▶ [Problem details]:
In the entries that follow, which lines hold the string "roads"? List them.

▶ [Data supplied]:
┌──
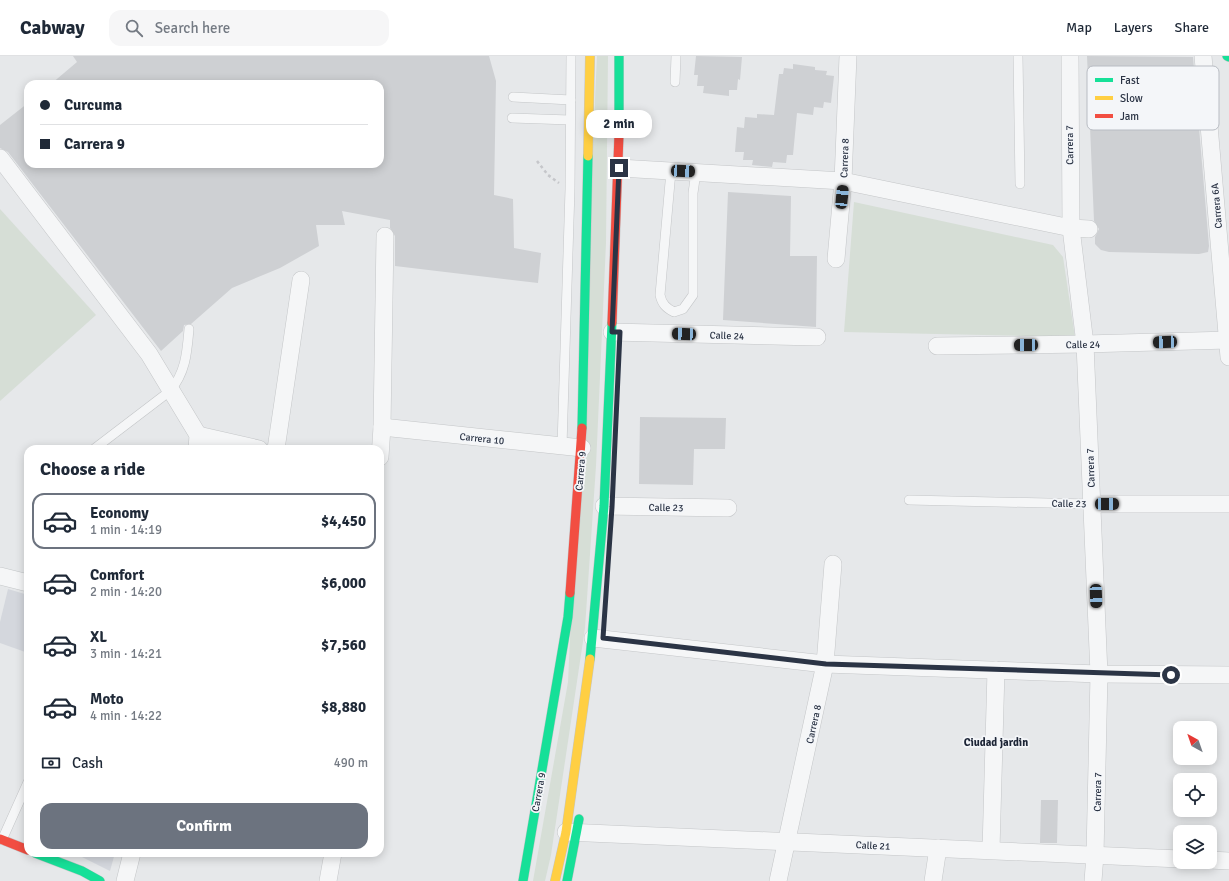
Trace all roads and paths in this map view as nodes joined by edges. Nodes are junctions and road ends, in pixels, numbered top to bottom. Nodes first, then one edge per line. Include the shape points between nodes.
1 (571, 56) edge
2 (590, 56) edge
3 (619, 56) edge
4 (676, 56) edge
5 (848, 56) edge
6 (1018, 56) edge
7 (1070, 56) edge
8 (1203, 56) edge
9 (1204, 66) edge
10 (675, 82) dead end
11 (629, 88) dead end
12 (513, 97) dead end
13 (570, 100) junction
14 (512, 118) dead end
15 (570, 120) junction
16 (1210, 130) edge
17 (0, 158) edge
18 (537, 161) dead end
19 (623, 168) junction
20 (671, 171) junction
21 (696, 172) junction
22 (843, 181) junction
23 (1020, 184) dead end
24 (570, 189) junction
25 (1070, 228) junction
26 (1089, 229) dead end
27 (385, 236) dead end
28 (836, 259) dead end
29 (301, 280) dead end
30 (189, 328) dead end
31 (616, 332) junction
32 (817, 337) dead end
33 (1229, 340) edge
34 (1085, 344) junction
35 (937, 346) dead end
36 (1229, 357) edge
37 (170, 391) junction
38 (382, 427) junction
39 (197, 442) edge
40 (99, 445) edge
41 (224, 445) edge
42 (277, 445) edge
43 (381, 445) edge
44 (562, 446) junction
45 (582, 448) junction
46 (909, 500) dead end
47 (1091, 504) junction
48 (1229, 504) edge
49 (608, 506) junction
50 (728, 508) dead end
51 (833, 564) dead end
52 (0, 576) edge
53 (607, 576) dead end
54 (24, 582) edge
55 (600, 638) junction
56 (826, 664) junction
57 (996, 670) junction
58 (1099, 674) junction
59 (1229, 676) edge
60 (24, 790) edge
61 (580, 809) dead end
62 (572, 832) junction
63 (1, 839) edge
64 (788, 842) junction
65 (24, 848) edge
66 (938, 848) junction
67 (991, 850) junction
68 (1096, 855) junction
69 (44, 857) edge
70 (131, 857) edge
71 (332, 857) edge
72 (1173, 859) edge
73 (1217, 860) edge
74 (1229, 861) edge
75 (80, 876) edge
76 (100, 881) edge
77 (125, 881) edge
78 (328, 881) edge
79 (523, 881) edge
80 (555, 881) edge
81 (567, 881) edge
82 (778, 881) edge
83 (933, 881) edge
84 (1093, 881) edge

1 - 13 lane
2 - 45 main road, Carrera 9
3 - 19 main road
4 - 10 lane
5 - 22 street, Carrera 8
6 - 23 lane
7 - 25 street, Carrera 7
8 - 9 street, Carrera 6A
11 - 19 main road
12 - 13 lane
13 - 15 lane
14 - 15 lane
15 - 24 lane
16 - 33 street, Carrera 6A
17 - 37 street via 113,299
18 - 24 path via 548,175
19 - 20 street
19 - 31 main road
20 - 21 street
20 - 21 lane via 660,295 662,302 674,312 683,309 693,295
21 - 22 street
22 - 25 street
22 - 28 street, Carrera 8
24 - 44 lane
25 - 26 street
25 - 34 street, Carrera 7
27 - 38 street
29 - 42 street
30 - 37 lane via 185,366 179,380
31 - 32 street, Calle 24
31 - 49 main road
33 - 34 street, Calle 24
33 - 36 street, Carrera 6A
34 - 35 street, Calle 24
34 - 47 street, Carrera 7
37 - 39 street
37 - 40 lane
38 - 43 street
38 - 44 street, Carrera 10
39 - 41 street
44 - 45 street, Carrera 10
45 - 79 main road, Carrera 9 via 568,616
46 - 47 lane, Calle 23
47 - 48 street, Calle 23
47 - 58 street, Carrera 7
49 - 50 street, Calle 23
49 - 53 main road
49 - 55 main road
51 - 56 street, Carrera 8
52 - 54 street
55 - 56 street
55 - 62 main road
56 - 57 street
56 - 64 street, Carrera 8
57 - 58 street
57 - 67 street
58 - 59 street
58 - 68 street, Carrera 7
60 - 63 lane
61 - 62 main road
62 - 64 street, Calle 21
62 - 80 main road
62 - 81 main road
63 - 65 main road
64 - 66 street, Calle 21
64 - 82 street, Carrera 8
66 - 67 street, Calle 21
66 - 83 street
67 - 68 street, Calle 21
68 - 72 street, Calle 21
68 - 84 street, Carrera 7
69 - 75 main road
70 - 77 street
71 - 78 street
73 - 74 street
75 - 76 main road

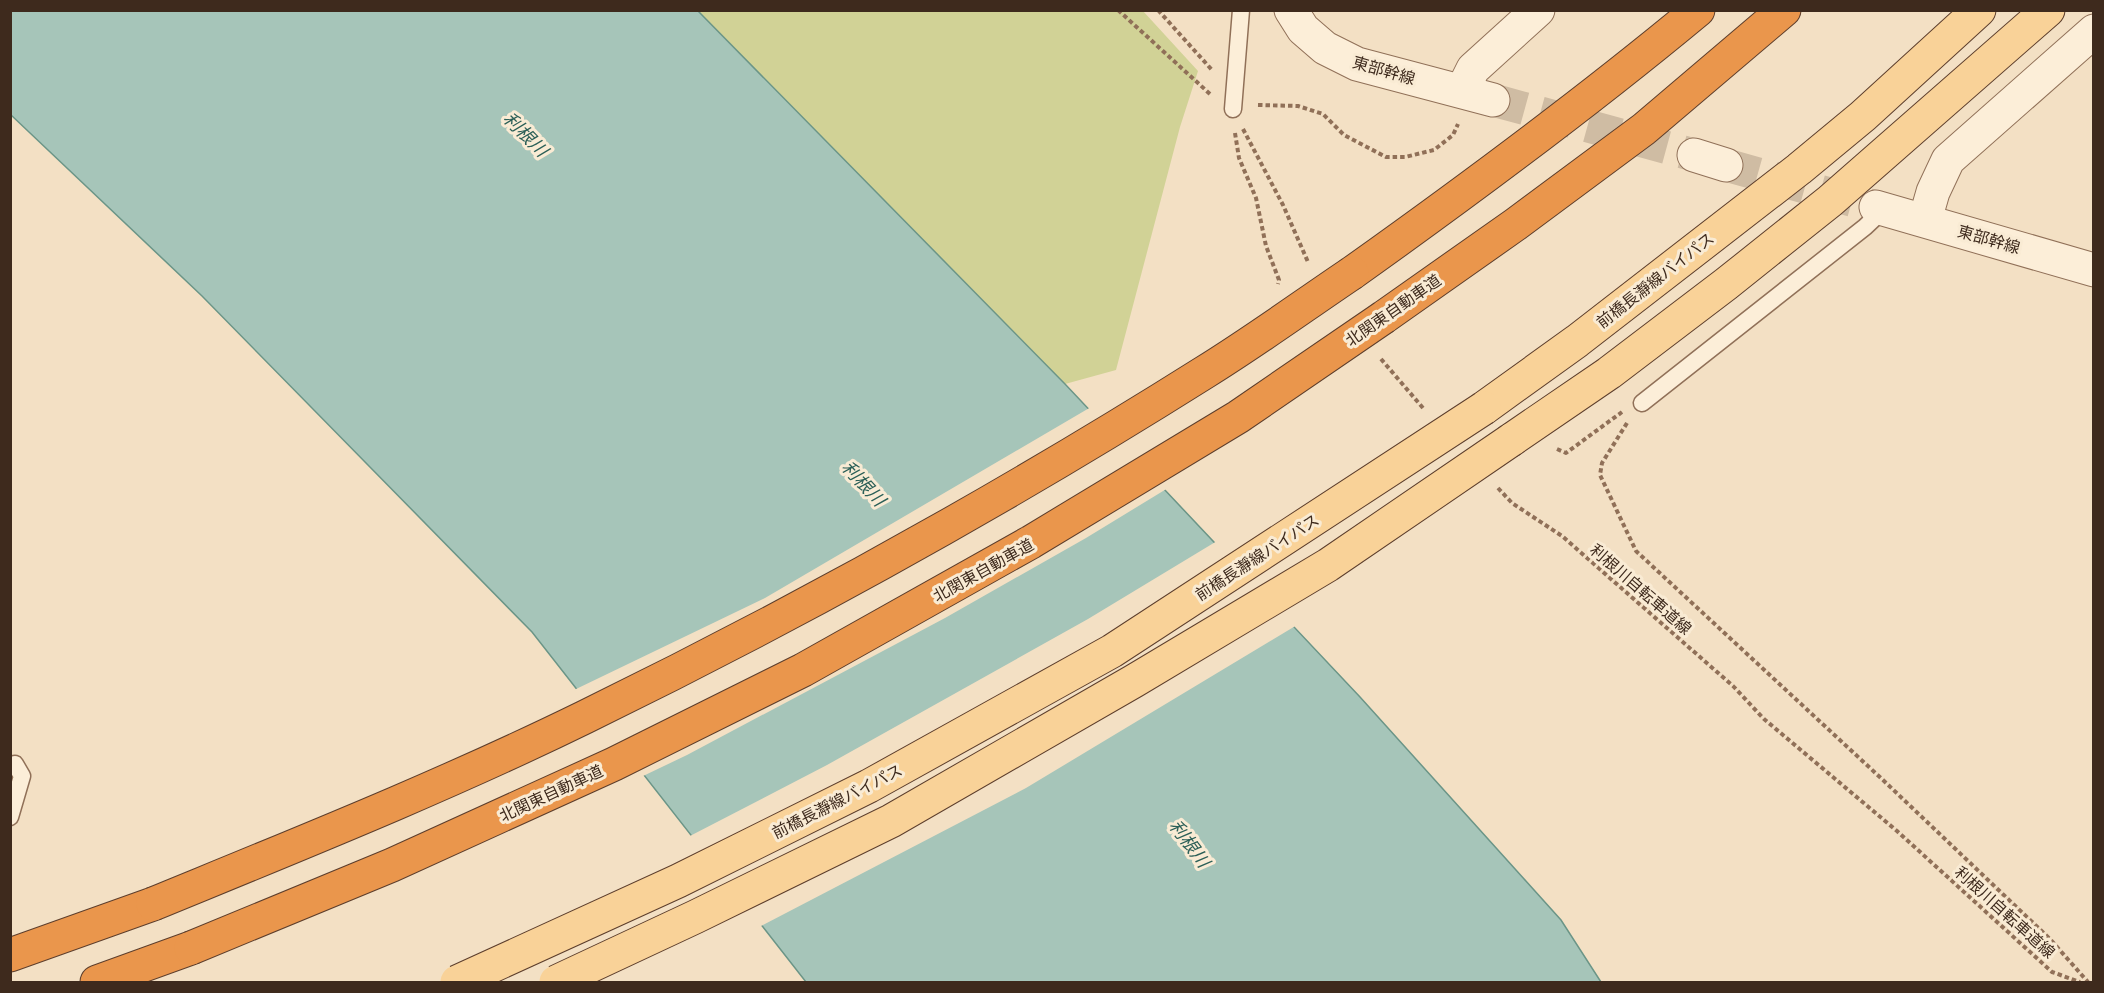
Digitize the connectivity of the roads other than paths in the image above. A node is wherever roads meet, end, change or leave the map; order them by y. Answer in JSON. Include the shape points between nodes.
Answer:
{"nodes":[{"id":1,"x":1241,"y":10,"type":"edge"},
{"id":2,"x":1291,"y":10,"type":"edge"},
{"id":3,"x":1538,"y":10,"type":"edge"},
{"id":4,"x":1698,"y":10,"type":"edge"},
{"id":5,"x":1784,"y":10,"type":"edge"},
{"id":6,"x":1979,"y":10,"type":"edge"},
{"id":7,"x":2048,"y":10,"type":"edge"},
{"id":8,"x":2094,"y":31,"type":"edge"},
{"id":9,"x":1493,"y":100,"type":"tunnel mouth"},
{"id":10,"x":1461,"y":106,"type":"junction"},
{"id":11,"x":1233,"y":109,"type":"road end"},
{"id":12,"x":1694,"y":156,"type":"tunnel mouth"},
{"id":13,"x":1726,"y":165,"type":"tunnel mouth"},
{"id":14,"x":1880,"y":208,"type":"joint"},
{"id":15,"x":1925,"y":220,"type":"junction"},
{"id":16,"x":2094,"y":270,"type":"edge"},
{"id":17,"x":1642,"y":403,"type":"road end"},
{"id":18,"x":15,"y":764,"type":"dead end"},
{"id":19,"x":10,"y":817,"type":"edge"},
{"id":20,"x":10,"y":955,"type":"edge"},
{"id":21,"x":97,"y":982,"type":"edge"},
{"id":22,"x":457,"y":982,"type":"edge"},
{"id":23,"x":556,"y":982,"type":"edge"}],
"edges":[{"from":1,"to":11,"type":"lane"},
{"from":2,"to":10,"type":"street","name":"東部幹線","via":[[1303,29],[1325,48]]},
{"from":3,"to":10,"type":"street","via":[[1473,69]]},
{"from":4,"to":20,"type":"highway","bridge":true,"via":[[1496,170],[1352,273],[1207,371],[993,501],[776,620],[584,717],[407,799],[153,904]]},
{"from":5,"to":21,"type":"highway","name":"北関東自動車道","bridge":true,"via":[[1644,129],[1516,224],[1238,417],[1051,531],[803,670],[614,764],[392,865],[191,948]]},
{"from":6,"to":22,"type":"main road","name":"前橋長瀞線バイパス","bridge":true,"via":[[1799,169],[1577,340],[1484,408],[1112,651],[869,786],[678,881]]},
{"from":7,"to":23,"type":"main road","bridge":true,"via":[[1895,146],[1726,284],[1618,366],[1328,565],[902,815]]},
{"from":8,"to":15,"type":"street","via":[[1948,160]]},
{"from":9,"to":10,"type":"street","name":"東部幹線"},
{"from":12,"to":13,"type":"street"},
{"from":14,"to":15,"type":"street","name":"東部幹線"},
{"from":14,"to":17,"type":"lane","via":[[1865,227]]},
{"from":15,"to":16,"type":"street","name":"東部幹線"},
{"from":18,"to":19,"type":"lane","via":[[22,776]]}]}
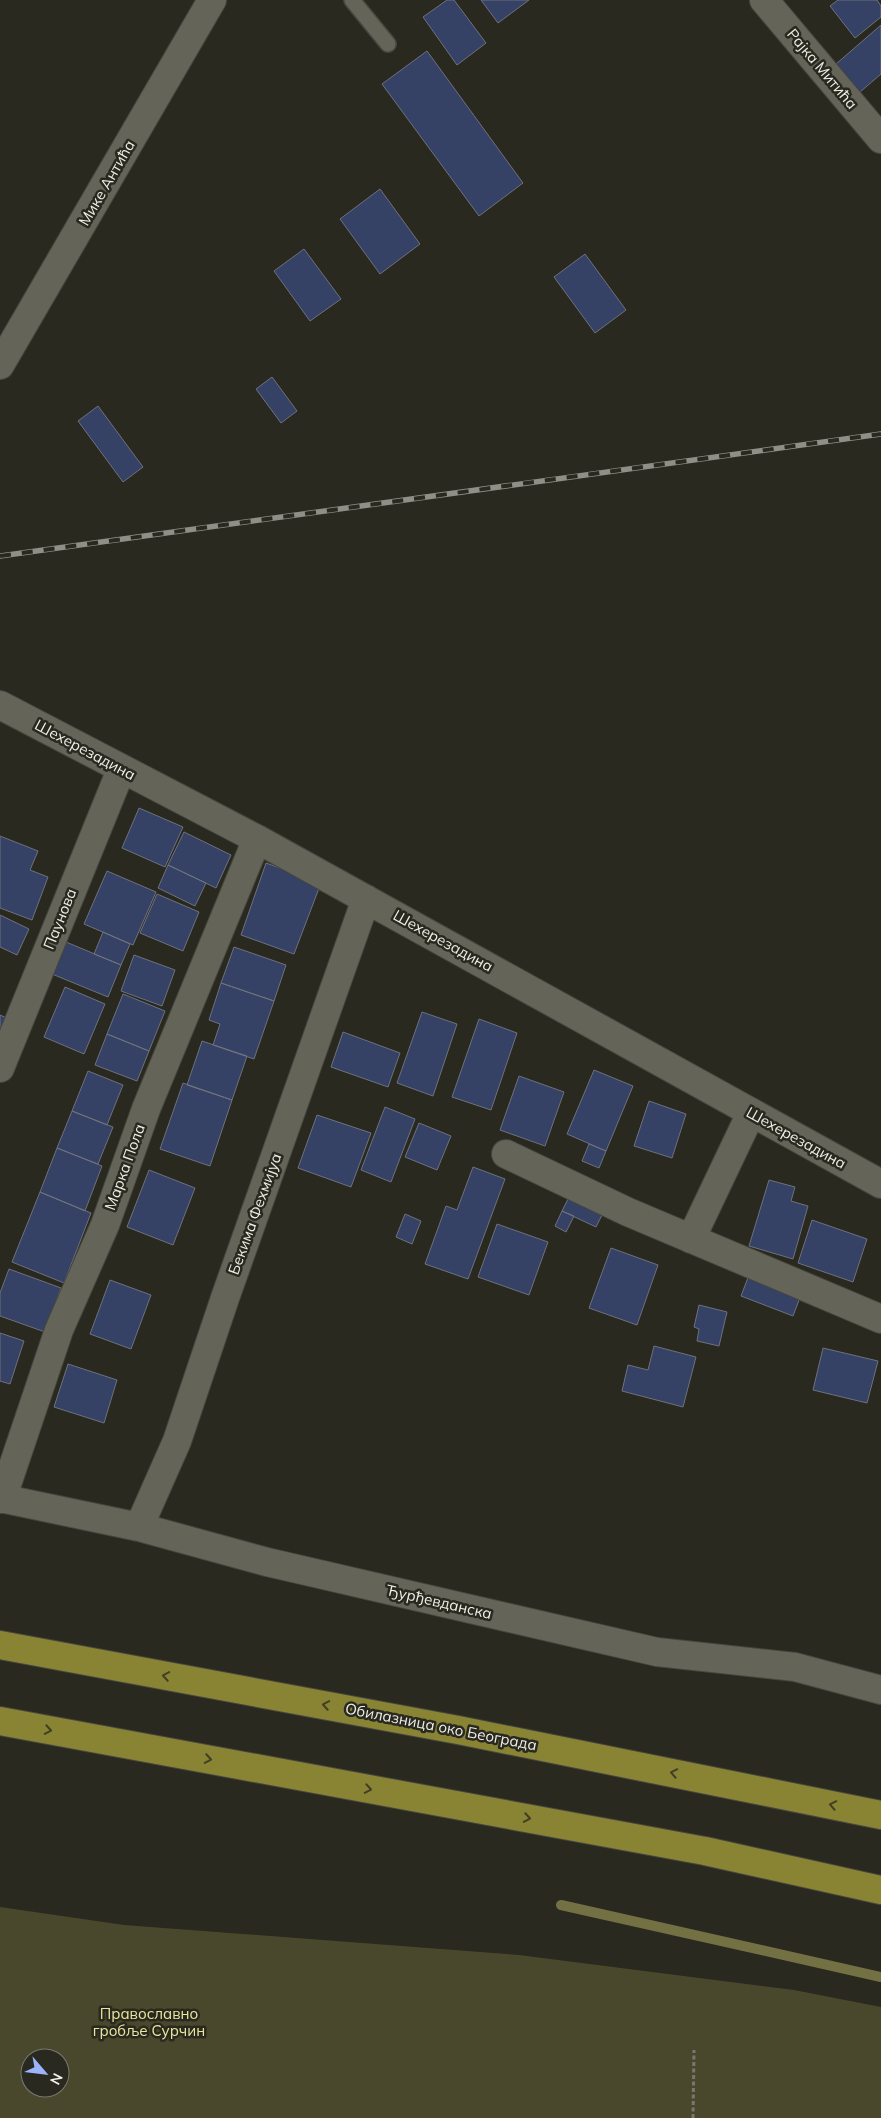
└──
▶ [Written response]:
Trace all roads and paths in this map view as nodes joined by edges. Nodes are junctions and road ends, in pixels, numbered top to bottom. Nodes first, then one edge per line. Include the shape points between nodes.
Digitize the connectivity of the roads other than paths in the image above. A node is wherever roads meet, end, change or leave the map; order them by y. Answer in JSON. Include the shape points between nodes.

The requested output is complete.